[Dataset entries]

== Segment start ==

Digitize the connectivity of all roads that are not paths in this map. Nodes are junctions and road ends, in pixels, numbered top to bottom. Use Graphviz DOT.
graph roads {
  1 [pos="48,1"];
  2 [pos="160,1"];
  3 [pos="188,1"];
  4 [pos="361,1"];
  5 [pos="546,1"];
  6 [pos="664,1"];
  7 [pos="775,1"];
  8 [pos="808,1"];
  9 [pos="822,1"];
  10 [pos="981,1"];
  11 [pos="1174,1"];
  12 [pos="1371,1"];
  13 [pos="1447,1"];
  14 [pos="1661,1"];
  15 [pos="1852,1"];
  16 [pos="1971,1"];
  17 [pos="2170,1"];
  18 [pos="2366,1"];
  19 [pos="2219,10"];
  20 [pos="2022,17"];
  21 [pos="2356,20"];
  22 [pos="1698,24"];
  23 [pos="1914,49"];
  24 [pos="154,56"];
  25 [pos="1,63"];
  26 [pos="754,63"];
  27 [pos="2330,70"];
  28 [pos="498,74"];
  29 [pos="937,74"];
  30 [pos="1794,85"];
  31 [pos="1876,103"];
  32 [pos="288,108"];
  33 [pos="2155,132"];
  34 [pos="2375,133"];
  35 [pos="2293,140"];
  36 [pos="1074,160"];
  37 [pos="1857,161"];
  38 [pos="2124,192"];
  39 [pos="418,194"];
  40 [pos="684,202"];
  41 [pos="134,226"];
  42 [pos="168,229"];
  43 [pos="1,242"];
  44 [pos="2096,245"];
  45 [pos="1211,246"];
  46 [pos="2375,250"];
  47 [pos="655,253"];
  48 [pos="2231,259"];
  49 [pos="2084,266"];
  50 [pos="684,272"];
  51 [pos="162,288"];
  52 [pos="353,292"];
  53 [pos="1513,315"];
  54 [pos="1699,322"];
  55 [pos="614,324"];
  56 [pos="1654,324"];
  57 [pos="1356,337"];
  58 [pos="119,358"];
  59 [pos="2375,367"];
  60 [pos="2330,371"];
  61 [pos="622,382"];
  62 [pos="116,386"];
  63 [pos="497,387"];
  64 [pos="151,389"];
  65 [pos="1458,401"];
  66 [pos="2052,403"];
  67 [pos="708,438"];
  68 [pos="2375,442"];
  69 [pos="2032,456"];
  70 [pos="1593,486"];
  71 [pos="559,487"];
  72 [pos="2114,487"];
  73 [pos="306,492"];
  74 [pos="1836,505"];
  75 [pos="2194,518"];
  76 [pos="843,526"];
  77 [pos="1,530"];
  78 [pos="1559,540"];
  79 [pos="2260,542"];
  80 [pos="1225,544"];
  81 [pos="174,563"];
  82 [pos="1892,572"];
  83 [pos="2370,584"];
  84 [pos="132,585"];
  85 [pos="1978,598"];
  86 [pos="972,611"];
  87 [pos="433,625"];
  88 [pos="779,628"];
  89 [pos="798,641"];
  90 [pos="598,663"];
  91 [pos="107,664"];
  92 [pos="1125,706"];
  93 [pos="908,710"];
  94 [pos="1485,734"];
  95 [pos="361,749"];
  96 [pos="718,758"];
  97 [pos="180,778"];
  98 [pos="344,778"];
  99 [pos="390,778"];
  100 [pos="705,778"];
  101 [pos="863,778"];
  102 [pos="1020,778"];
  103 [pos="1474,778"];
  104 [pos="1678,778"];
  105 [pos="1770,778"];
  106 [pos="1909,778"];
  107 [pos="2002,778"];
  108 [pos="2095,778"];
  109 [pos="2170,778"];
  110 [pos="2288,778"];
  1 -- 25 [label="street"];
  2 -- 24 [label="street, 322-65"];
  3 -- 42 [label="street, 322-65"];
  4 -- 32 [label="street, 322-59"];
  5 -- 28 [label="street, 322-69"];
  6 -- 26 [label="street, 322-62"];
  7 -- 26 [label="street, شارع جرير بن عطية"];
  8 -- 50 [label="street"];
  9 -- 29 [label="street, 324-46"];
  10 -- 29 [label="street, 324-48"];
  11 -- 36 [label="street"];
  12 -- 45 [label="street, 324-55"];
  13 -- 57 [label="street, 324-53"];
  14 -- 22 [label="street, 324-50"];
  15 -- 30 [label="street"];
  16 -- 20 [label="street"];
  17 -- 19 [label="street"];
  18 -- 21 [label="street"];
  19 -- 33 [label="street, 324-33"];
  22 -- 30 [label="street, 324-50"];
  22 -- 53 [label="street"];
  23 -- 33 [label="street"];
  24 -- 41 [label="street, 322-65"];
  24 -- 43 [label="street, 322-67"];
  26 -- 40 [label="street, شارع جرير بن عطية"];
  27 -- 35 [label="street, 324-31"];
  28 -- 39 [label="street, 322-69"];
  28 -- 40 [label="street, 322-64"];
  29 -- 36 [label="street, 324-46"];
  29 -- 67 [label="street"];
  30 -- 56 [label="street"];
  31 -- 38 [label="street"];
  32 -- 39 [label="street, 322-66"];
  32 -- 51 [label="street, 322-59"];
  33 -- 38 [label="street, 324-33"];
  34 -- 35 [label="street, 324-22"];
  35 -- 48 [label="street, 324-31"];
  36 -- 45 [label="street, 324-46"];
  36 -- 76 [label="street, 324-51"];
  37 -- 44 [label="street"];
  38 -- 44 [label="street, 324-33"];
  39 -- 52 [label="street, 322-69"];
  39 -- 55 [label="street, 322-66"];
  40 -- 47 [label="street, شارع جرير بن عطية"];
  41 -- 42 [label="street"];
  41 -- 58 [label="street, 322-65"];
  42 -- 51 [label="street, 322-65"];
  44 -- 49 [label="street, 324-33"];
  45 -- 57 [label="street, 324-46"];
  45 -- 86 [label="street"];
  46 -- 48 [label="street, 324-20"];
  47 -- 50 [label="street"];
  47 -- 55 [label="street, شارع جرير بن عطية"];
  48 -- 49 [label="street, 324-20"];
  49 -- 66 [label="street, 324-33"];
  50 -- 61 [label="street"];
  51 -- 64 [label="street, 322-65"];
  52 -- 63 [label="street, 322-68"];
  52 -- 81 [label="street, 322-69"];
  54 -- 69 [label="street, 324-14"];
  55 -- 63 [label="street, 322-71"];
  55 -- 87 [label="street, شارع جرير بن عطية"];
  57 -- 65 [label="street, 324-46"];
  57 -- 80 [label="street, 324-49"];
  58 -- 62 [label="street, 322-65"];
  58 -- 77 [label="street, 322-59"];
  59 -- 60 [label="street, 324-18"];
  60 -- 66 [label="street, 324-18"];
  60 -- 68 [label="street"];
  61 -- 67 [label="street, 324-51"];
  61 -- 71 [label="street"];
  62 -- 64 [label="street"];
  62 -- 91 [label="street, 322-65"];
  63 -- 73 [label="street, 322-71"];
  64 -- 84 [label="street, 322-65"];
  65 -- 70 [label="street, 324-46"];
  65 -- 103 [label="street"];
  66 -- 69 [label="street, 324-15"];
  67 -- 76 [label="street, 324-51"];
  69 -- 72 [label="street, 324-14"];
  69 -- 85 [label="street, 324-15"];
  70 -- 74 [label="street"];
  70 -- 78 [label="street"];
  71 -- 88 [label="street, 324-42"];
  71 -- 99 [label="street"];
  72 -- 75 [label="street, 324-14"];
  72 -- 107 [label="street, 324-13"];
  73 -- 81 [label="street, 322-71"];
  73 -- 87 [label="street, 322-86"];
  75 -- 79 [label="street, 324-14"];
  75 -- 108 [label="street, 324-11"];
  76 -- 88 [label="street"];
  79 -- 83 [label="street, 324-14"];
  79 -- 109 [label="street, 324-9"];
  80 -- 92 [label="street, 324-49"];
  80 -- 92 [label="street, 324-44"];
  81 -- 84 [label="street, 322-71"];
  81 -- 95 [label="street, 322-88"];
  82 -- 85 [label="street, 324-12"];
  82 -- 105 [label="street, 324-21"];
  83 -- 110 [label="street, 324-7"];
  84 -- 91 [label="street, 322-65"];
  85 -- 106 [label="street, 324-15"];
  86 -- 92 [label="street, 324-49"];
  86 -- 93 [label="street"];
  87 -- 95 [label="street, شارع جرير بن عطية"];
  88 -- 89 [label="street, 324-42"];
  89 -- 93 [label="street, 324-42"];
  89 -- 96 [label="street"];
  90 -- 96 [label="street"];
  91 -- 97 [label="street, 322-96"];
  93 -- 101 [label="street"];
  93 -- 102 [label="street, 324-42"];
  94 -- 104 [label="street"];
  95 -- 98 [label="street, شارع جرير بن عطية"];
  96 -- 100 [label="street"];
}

== Segment end ==

_Exercise details_
Search the entries for the word "جرير" and gather every line where it appears.

_Task answer_
  7 -- 26 [label="street, شارع جرير بن عطية"];
  26 -- 40 [label="street, شارع جرير بن عطية"];
  40 -- 47 [label="street, شارع جرير بن عطية"];
  47 -- 55 [label="street, شارع جرير بن عطية"];
  55 -- 87 [label="street, شارع جرير بن عطية"];
  87 -- 95 [label="street, شارع جرير بن عطية"];
  95 -- 98 [label="street, شارع جرير بن عطية"];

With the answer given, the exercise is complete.